Extracted records.

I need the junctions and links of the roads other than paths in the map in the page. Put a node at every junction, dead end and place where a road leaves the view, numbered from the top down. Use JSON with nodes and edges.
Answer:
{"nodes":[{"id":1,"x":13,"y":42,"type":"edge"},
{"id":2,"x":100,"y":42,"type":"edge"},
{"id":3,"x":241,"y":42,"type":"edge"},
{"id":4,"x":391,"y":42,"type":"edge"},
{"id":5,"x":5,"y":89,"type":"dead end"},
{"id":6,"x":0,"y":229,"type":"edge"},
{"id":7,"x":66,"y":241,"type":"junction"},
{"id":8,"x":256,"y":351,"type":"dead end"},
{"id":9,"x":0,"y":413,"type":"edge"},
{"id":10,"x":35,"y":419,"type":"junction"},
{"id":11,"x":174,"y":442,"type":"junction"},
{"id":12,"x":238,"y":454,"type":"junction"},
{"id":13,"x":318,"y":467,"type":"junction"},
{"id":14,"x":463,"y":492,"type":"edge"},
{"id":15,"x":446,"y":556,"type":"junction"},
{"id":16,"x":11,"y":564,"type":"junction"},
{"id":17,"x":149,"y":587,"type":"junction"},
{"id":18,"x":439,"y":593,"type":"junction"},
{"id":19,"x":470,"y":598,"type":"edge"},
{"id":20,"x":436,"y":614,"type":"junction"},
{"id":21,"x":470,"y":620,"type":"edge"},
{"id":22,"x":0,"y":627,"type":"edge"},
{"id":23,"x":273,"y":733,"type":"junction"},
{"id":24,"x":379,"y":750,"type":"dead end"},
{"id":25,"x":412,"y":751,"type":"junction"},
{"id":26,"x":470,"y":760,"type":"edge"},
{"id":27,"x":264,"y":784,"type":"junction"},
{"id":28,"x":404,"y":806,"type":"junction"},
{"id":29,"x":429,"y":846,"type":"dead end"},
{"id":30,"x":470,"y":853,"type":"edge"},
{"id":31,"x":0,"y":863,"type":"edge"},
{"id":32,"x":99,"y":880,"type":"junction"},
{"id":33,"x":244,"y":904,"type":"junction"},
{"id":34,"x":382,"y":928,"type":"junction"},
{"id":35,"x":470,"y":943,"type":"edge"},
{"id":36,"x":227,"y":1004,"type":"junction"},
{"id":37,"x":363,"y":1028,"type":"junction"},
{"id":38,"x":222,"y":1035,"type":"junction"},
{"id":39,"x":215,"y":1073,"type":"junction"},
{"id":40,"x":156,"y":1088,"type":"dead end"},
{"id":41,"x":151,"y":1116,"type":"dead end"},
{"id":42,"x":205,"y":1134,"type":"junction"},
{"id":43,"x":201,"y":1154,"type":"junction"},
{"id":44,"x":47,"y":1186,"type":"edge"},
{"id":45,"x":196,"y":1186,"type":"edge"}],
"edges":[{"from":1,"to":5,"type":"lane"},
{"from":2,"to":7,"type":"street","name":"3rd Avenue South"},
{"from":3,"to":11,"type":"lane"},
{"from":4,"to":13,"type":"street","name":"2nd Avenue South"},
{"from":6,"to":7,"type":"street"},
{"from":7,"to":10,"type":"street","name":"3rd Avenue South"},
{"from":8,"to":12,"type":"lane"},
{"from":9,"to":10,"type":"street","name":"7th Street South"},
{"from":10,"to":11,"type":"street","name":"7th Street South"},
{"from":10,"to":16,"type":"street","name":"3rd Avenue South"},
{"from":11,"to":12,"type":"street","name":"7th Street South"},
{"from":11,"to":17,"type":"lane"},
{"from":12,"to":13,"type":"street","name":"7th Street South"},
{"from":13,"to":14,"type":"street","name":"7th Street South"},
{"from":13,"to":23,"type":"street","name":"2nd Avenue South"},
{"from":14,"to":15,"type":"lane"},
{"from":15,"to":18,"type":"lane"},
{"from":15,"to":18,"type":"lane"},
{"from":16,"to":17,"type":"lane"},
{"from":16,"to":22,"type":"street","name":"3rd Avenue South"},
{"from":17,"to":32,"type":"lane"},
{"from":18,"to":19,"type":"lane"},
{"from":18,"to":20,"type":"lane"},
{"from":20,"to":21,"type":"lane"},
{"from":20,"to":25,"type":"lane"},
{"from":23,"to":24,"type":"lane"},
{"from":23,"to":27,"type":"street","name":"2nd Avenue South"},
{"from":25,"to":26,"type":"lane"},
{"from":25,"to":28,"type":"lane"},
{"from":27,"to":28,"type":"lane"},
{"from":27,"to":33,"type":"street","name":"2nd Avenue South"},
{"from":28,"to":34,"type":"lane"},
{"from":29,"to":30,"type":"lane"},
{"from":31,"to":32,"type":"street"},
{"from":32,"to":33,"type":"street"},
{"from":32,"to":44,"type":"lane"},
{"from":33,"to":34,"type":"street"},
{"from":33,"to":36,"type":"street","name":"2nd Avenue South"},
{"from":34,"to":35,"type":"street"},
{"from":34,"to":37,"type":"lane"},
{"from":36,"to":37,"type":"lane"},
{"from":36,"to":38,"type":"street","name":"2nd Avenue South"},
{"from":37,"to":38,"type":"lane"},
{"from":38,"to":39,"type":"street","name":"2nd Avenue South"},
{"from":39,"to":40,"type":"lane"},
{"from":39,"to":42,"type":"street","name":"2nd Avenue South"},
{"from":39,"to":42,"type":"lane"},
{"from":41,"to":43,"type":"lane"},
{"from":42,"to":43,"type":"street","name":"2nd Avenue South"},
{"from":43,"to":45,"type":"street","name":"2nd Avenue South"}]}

...

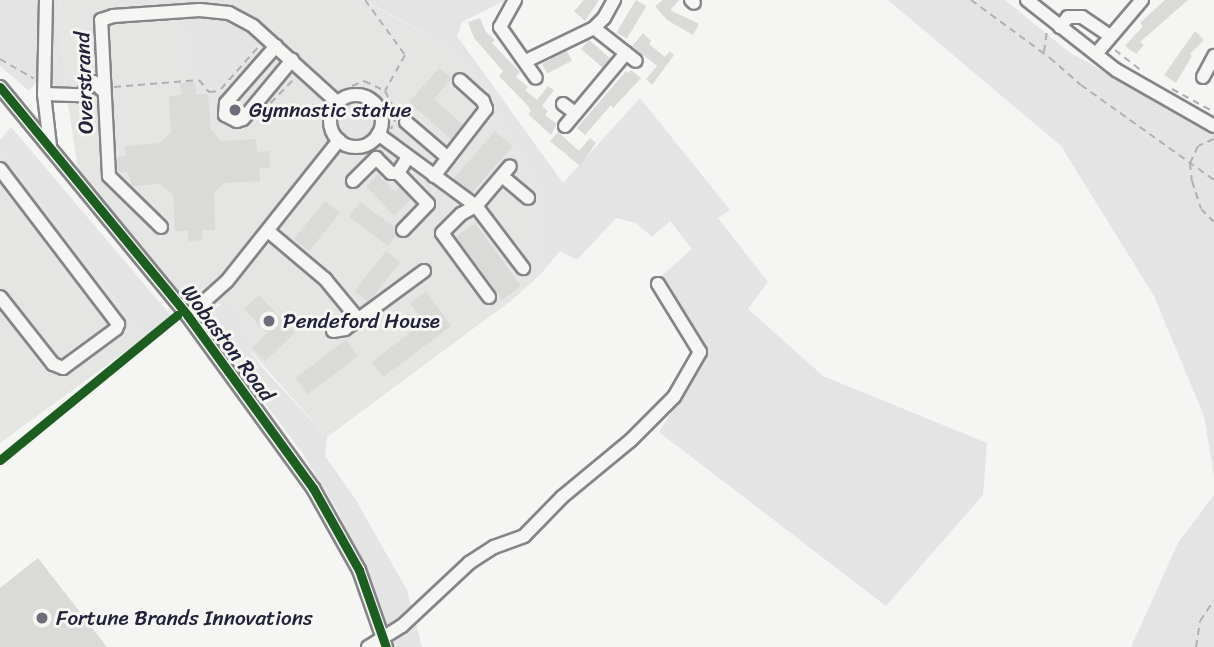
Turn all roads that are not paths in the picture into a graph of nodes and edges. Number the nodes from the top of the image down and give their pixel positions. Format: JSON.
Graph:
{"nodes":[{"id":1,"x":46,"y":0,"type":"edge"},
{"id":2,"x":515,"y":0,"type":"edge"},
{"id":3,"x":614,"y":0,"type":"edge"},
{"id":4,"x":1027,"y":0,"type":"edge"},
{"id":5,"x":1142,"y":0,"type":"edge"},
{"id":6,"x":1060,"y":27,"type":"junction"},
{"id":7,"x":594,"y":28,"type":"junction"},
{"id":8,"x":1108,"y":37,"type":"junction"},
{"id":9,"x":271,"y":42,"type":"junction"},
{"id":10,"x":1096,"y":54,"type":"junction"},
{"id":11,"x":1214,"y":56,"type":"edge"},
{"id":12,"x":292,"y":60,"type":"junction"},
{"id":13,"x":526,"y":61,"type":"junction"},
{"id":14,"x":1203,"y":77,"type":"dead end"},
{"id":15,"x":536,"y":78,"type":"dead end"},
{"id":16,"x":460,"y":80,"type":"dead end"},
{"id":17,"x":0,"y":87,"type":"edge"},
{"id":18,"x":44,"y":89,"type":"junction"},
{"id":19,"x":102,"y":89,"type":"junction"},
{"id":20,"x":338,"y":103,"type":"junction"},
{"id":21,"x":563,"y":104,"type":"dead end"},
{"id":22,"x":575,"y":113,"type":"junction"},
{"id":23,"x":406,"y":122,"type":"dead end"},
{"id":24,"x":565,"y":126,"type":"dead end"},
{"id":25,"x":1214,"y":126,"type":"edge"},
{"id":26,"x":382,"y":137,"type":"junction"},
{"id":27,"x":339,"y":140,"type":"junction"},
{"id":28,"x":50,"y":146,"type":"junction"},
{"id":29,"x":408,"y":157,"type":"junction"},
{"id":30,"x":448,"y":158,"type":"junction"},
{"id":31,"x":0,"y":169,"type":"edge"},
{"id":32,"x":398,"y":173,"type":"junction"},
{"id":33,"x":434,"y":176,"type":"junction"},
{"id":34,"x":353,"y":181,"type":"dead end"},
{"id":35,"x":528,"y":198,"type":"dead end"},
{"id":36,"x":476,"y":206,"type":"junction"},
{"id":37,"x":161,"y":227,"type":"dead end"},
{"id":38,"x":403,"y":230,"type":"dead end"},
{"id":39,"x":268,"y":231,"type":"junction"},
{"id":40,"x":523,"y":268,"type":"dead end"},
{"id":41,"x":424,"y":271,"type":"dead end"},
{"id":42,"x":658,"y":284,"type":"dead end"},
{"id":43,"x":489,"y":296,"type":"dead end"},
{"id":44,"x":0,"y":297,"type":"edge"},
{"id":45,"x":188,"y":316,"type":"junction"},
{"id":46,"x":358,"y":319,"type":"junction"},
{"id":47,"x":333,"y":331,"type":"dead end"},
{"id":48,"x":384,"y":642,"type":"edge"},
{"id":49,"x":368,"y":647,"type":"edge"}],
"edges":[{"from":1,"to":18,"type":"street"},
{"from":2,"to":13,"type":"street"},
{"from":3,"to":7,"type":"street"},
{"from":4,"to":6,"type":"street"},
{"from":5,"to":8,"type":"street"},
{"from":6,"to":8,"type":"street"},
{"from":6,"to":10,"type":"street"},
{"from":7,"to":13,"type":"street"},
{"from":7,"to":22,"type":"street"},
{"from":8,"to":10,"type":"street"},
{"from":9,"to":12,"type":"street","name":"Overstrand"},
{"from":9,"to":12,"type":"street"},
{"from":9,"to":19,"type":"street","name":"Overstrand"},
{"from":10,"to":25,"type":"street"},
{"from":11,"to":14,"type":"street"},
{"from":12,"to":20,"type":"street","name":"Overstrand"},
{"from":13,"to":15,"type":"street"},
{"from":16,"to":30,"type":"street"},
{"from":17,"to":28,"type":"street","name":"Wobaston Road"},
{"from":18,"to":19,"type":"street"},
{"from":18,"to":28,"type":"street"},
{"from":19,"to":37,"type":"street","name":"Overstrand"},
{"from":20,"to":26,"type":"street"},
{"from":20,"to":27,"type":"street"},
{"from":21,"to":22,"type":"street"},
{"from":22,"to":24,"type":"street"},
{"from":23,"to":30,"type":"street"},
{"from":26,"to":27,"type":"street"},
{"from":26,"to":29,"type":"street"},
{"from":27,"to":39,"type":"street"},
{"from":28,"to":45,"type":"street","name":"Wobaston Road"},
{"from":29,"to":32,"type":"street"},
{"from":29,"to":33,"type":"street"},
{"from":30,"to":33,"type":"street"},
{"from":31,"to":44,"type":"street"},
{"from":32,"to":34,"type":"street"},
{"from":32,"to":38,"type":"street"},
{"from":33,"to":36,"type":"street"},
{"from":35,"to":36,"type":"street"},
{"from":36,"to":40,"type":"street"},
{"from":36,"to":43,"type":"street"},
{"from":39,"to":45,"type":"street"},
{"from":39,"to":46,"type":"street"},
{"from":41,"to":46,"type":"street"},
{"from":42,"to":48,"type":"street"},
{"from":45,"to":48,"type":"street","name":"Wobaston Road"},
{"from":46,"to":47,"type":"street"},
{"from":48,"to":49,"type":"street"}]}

Work required.
Among the lines above, find those holding "down" and copy each one.

Reply to the exercise.
I need the junctions and links of the roads other than paths in the map in the page. Put a node at every junction, dead end and place where a road leaves the view, numbered from the top down. Use JSON with nodes and edges.
Turn all roads that are not paths in the picture into a graph of nodes and edges. Number the nodes from the top of the image down and give their pixel positions. Format: JSON.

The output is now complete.